Set side by side, the two positions begin to reveal what they share. Both, in fact, are trying to serve the same thing — the people who will use the city — and both can betray it. The preservationist betrays it by mistaking the building for the life it once held; the moderniser betrays it by mistaking newness for improvement, clearing the irreplaceable to build the forgettable. The quarrel is fiercest, and least useful, when it is fought as old-versus-new, because that framing treats buildings as ENDS. The moment we treat them instead as means — to memory, to shelter, to belonging, to function — the question changes shape.

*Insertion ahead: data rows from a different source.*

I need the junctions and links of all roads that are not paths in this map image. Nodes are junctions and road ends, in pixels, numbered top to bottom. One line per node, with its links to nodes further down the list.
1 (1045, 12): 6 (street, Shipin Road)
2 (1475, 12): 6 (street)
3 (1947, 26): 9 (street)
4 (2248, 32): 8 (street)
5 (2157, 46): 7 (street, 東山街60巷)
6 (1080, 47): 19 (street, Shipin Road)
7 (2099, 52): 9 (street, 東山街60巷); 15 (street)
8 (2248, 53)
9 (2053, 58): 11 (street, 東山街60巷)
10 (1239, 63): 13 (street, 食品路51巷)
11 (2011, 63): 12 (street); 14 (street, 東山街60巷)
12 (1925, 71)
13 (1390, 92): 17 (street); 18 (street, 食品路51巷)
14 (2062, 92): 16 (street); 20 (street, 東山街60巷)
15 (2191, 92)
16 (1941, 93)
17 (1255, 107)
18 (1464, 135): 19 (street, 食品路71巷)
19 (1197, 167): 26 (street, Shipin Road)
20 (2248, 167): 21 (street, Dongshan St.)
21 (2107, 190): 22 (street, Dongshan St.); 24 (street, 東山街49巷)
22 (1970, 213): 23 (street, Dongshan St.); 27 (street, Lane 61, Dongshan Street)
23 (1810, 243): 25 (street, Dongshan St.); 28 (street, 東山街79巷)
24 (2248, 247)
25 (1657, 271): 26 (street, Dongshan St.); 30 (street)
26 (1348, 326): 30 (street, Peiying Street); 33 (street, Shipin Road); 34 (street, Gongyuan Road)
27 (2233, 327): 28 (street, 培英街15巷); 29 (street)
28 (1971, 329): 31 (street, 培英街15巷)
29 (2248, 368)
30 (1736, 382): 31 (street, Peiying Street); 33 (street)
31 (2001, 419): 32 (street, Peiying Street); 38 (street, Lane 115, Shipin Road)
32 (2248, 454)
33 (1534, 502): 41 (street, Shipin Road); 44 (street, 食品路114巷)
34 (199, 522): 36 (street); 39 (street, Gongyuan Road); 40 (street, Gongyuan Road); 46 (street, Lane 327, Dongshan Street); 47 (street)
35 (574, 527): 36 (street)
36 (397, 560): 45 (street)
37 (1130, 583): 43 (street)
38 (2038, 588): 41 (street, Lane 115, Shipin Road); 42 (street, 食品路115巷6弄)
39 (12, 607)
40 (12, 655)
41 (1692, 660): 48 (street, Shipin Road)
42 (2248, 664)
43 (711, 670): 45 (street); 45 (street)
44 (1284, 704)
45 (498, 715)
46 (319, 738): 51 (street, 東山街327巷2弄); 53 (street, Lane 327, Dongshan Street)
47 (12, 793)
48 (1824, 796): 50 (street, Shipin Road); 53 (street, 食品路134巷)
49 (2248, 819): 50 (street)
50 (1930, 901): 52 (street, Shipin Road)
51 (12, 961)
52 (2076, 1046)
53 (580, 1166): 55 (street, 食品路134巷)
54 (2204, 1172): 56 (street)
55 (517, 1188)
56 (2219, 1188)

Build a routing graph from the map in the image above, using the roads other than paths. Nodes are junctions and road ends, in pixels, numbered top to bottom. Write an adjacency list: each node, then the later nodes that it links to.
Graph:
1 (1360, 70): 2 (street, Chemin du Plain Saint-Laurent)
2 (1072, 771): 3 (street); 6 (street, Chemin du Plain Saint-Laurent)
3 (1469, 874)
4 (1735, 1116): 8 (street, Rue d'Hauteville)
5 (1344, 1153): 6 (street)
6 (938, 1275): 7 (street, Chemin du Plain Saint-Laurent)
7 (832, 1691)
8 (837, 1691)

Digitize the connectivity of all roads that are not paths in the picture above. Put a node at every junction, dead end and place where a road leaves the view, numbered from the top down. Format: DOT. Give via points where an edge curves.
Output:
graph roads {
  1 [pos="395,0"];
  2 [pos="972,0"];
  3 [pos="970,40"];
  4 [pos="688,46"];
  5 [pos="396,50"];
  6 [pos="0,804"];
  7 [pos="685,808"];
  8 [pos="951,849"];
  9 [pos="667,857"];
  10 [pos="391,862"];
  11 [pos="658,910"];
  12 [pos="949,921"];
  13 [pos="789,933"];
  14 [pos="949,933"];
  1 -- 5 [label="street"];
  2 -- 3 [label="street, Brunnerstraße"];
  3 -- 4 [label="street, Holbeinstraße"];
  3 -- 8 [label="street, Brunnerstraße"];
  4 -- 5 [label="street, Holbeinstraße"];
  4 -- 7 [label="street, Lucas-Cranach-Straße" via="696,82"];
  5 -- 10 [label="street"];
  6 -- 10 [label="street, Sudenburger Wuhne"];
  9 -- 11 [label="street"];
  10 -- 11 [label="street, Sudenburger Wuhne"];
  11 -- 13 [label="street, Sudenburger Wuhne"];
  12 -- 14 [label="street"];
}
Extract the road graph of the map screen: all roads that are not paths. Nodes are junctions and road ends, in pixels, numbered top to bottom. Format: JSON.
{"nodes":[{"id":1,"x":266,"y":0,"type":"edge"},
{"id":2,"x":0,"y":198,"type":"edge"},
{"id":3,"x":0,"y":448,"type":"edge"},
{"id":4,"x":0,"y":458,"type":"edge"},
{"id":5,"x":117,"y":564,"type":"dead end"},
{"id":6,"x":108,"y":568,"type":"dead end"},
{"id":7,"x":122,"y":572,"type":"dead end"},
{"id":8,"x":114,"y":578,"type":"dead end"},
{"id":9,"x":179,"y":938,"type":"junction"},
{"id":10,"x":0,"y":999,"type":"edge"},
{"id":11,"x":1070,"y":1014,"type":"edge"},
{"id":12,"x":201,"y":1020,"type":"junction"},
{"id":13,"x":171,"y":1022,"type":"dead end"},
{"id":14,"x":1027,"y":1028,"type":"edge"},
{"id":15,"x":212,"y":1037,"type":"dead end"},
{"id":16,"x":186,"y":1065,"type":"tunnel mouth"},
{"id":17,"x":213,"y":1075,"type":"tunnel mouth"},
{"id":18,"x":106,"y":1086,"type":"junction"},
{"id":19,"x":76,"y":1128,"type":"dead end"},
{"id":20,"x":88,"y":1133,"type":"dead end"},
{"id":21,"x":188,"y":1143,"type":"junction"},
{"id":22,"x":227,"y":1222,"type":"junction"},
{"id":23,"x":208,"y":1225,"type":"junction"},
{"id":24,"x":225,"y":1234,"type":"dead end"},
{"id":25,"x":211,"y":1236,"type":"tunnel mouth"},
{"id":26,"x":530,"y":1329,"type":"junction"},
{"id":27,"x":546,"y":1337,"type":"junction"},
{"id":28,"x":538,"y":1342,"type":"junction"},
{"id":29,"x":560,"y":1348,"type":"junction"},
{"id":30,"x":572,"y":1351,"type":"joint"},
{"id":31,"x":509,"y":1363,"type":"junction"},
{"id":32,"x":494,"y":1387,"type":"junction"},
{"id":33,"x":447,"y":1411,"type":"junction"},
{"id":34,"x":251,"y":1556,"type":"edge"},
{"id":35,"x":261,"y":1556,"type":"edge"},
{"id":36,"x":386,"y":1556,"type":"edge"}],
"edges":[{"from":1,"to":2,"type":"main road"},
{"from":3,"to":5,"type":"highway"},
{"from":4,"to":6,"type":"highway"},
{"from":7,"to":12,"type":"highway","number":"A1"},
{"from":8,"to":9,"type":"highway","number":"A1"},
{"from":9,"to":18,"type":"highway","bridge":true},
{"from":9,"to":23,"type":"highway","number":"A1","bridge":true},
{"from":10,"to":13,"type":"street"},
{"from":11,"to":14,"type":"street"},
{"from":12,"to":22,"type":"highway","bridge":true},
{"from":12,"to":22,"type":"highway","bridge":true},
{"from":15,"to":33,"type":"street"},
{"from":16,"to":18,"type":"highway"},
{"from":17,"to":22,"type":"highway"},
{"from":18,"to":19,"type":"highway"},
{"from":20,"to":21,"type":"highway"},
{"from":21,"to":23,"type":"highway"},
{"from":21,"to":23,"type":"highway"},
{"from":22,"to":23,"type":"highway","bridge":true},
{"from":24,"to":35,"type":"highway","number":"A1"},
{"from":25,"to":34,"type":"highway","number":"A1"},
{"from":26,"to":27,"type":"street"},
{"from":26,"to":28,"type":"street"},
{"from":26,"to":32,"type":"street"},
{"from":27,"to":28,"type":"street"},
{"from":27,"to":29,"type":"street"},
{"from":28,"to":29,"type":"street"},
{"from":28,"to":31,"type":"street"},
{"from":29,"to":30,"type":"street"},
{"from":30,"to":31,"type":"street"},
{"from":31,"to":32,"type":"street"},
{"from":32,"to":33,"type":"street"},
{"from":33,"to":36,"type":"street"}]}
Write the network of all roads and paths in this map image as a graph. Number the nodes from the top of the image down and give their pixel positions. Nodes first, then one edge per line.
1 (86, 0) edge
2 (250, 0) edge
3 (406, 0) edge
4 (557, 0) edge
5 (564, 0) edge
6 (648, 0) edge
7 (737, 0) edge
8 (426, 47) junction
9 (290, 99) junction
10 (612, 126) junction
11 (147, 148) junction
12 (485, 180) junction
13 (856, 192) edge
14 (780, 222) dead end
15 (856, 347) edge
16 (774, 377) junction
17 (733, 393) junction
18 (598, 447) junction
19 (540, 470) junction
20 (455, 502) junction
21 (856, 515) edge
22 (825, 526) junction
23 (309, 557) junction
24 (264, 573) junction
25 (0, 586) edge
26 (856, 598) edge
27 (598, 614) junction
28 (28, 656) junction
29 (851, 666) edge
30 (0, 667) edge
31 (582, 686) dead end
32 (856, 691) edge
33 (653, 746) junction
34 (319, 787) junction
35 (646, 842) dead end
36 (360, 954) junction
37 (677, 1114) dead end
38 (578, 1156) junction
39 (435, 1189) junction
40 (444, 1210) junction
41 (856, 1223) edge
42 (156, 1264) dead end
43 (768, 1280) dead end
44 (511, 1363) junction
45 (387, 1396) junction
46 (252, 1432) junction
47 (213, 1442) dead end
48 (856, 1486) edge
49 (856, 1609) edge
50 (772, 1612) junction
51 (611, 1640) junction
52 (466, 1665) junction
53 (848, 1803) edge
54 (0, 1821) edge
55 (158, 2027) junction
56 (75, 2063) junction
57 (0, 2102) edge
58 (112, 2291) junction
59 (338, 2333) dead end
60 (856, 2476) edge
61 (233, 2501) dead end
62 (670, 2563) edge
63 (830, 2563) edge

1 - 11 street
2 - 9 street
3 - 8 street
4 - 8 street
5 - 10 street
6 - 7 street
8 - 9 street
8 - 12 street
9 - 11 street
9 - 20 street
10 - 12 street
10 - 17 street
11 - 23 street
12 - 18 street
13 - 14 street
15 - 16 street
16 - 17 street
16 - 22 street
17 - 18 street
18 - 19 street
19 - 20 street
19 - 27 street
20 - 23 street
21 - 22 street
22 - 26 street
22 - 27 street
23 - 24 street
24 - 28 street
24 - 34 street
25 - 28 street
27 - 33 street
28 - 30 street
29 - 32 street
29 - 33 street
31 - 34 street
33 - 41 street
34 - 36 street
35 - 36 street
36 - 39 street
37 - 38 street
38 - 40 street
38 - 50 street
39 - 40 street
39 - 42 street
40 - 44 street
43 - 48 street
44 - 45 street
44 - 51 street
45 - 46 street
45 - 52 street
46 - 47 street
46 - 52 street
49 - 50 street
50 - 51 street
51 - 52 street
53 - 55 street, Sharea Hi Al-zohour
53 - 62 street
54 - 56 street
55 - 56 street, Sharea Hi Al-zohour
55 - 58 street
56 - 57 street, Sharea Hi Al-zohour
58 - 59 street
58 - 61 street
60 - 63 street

What replaces 'preserve or replace', then, is a harder and better question: which buildings, and for whom, and at what cost to what else? Some structures earn preservation because their meaning to a community genuinely outweighs the use of their ground; others should go, not from contempt for the past but because the living have a stronger claim on that particular site than the dead do. The wisest cities seem to know the difference — they restore the cathedral and rebuild the warehouse, weave the old facade into the new interior, and refuse the false tidiness of a single rule.
So the view that a society should always preserve rather than replace is, finally, too neat to be true, and so is its opposite. A city is not honoured by being embalmed, nor by being endlessly demolished; it is honoured by being CHOSEN, building by building, with a clear eye on what each one is for and whom it serves. Preservation is not the answer. The answer is judgement — and the willingness, each time, to earn it.